Neither Martin Luther nor John Bunyan would object to my setting them in the company of Donald Menzies. For, like them, Donald was at war with principalities and powers, with the rulers of the darkness of this world, with spiritual wickedness in high places. In the lonely anguish of that grim struggle it seemed as though, at the last, the gates of hell must have prevailed against him.

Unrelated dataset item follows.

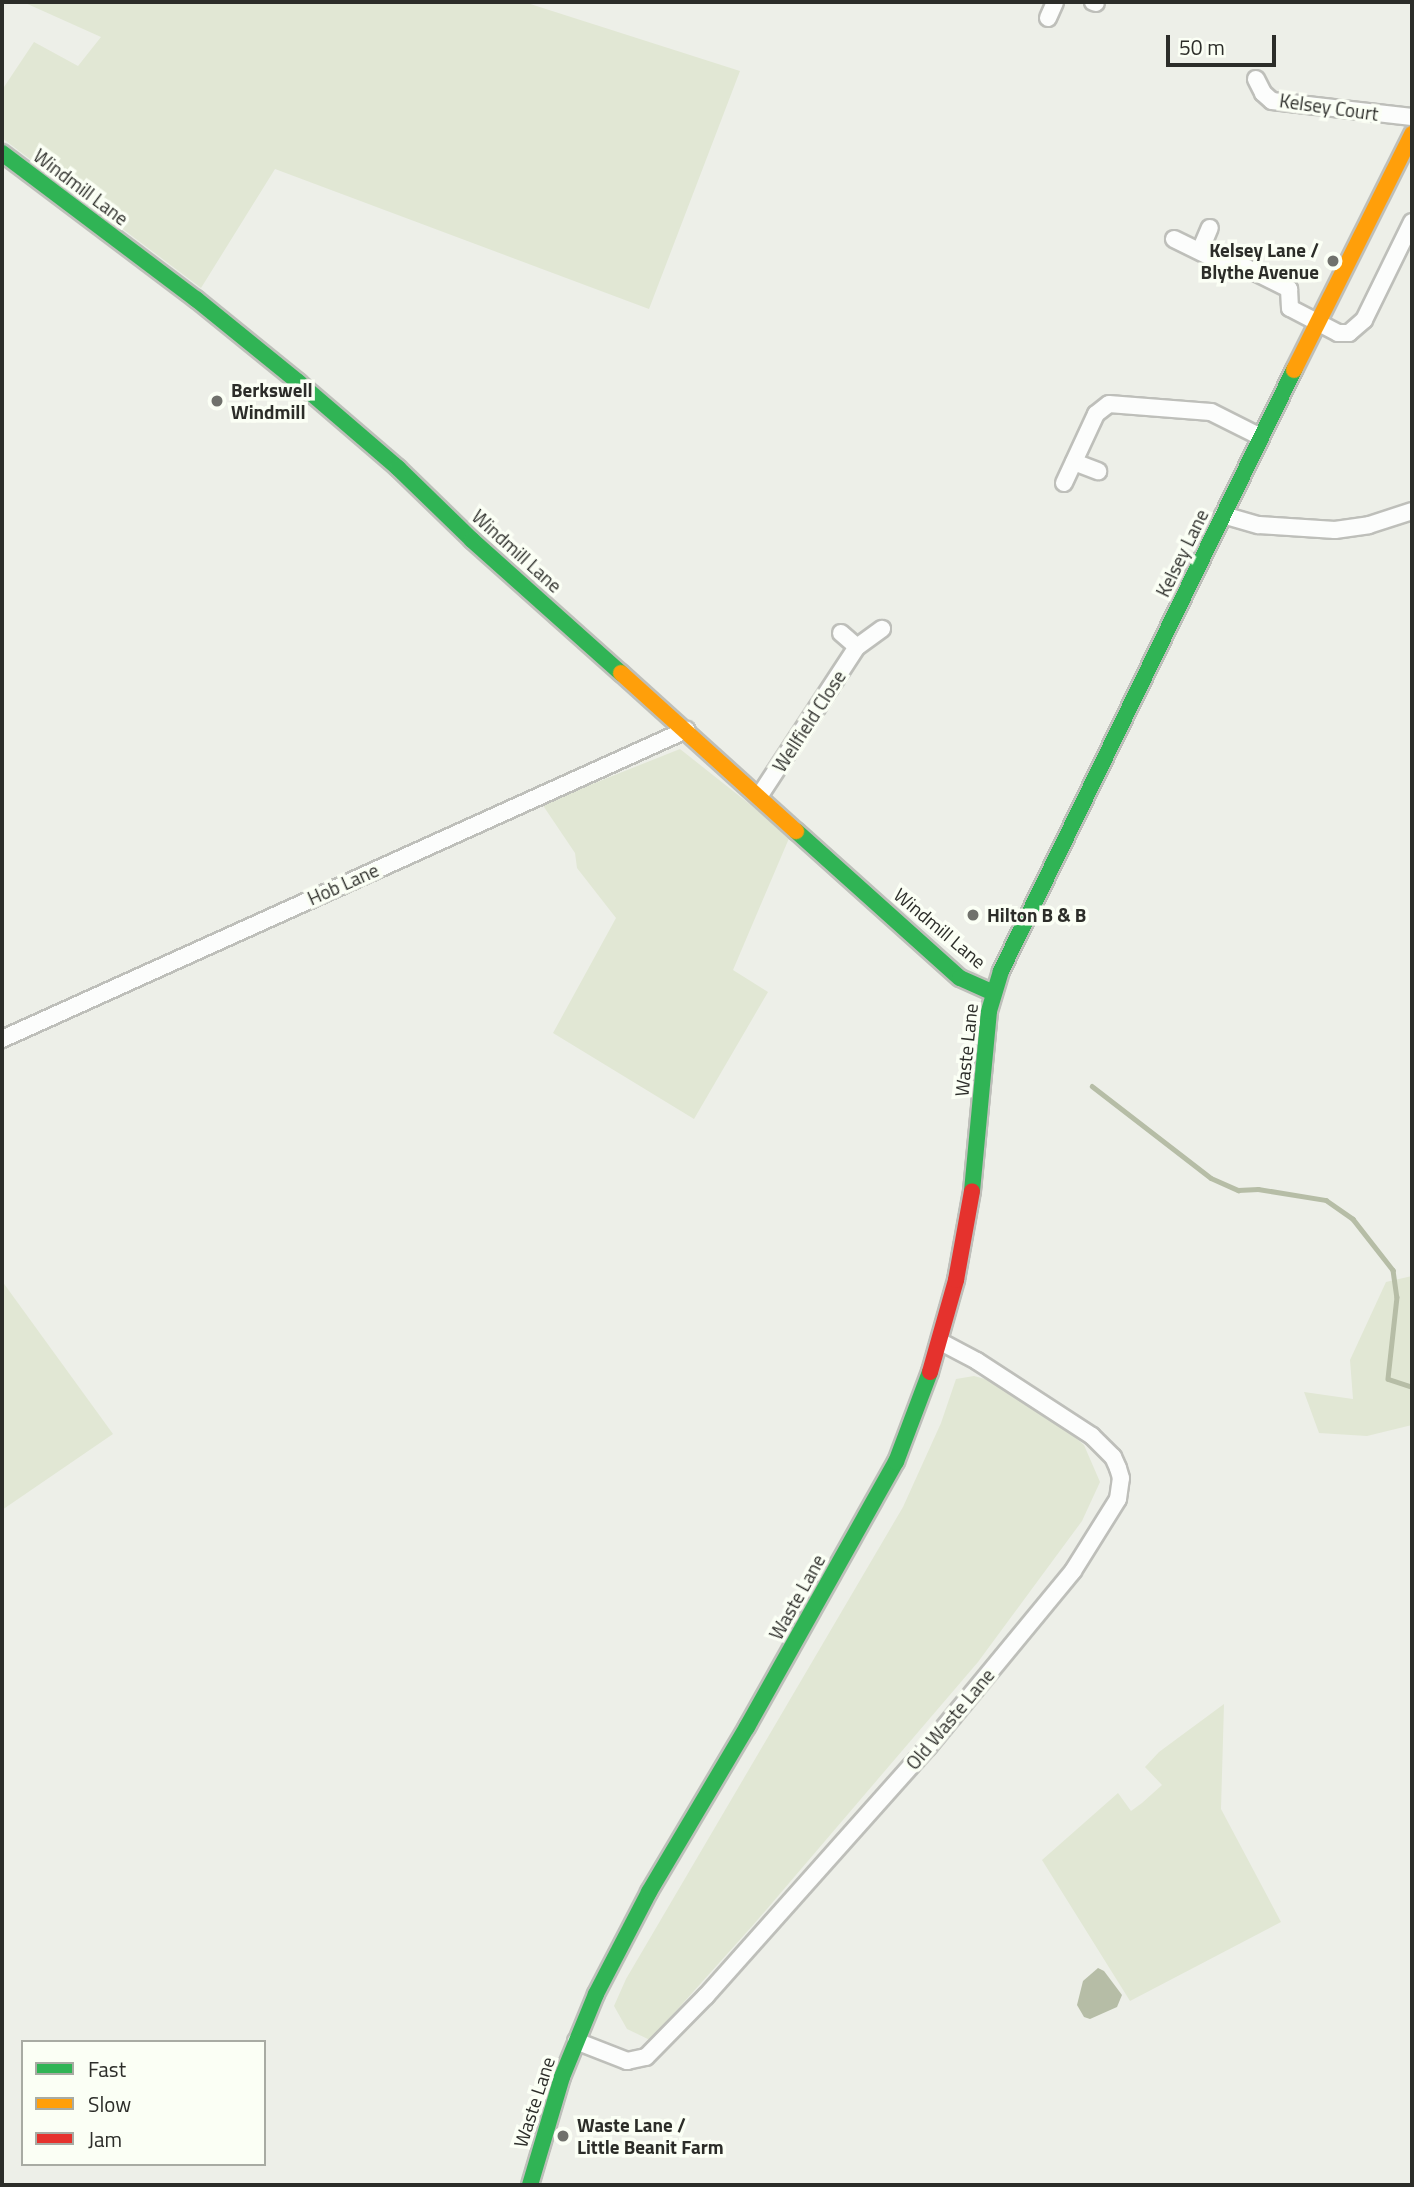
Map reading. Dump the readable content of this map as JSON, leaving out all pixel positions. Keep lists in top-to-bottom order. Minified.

'Then,' he says, 'I heard a voice, oh, yes, as plain as you are hearing me: "The blood of Jesus Christ, His Son, cleanseth us from all sin." It was like a gleam from the Mercy-seat, but I waited to see whether Satan had any answer and my heart was standing still. But there was no word from him, not one word. Then I leaped to my feet and cried, "Get thee behind me, Satan!" And I looked round, and there was no one to be seen but Janet in her chair with the tears on her cheeks, and she was saying, "Thanks be to God which giveth us the victory through our Lord Jesus Christ!"'

'When I uttered those words,' says Luther, 'the evil spirit vanished and the walls were clean!'

'When I made a stand upon those words,' says Bunyan, 'the tempter did steal away from me and I entered into peace!'

'When I heard those words,' says Donald Menzies, 'I waited to see if Satan had any answer, but there was no word from him, not one word!'

This, surely, is what the seer means when he says that he saw all the hosts of evil routed and scattered by the virtue of the blood of the Lamb.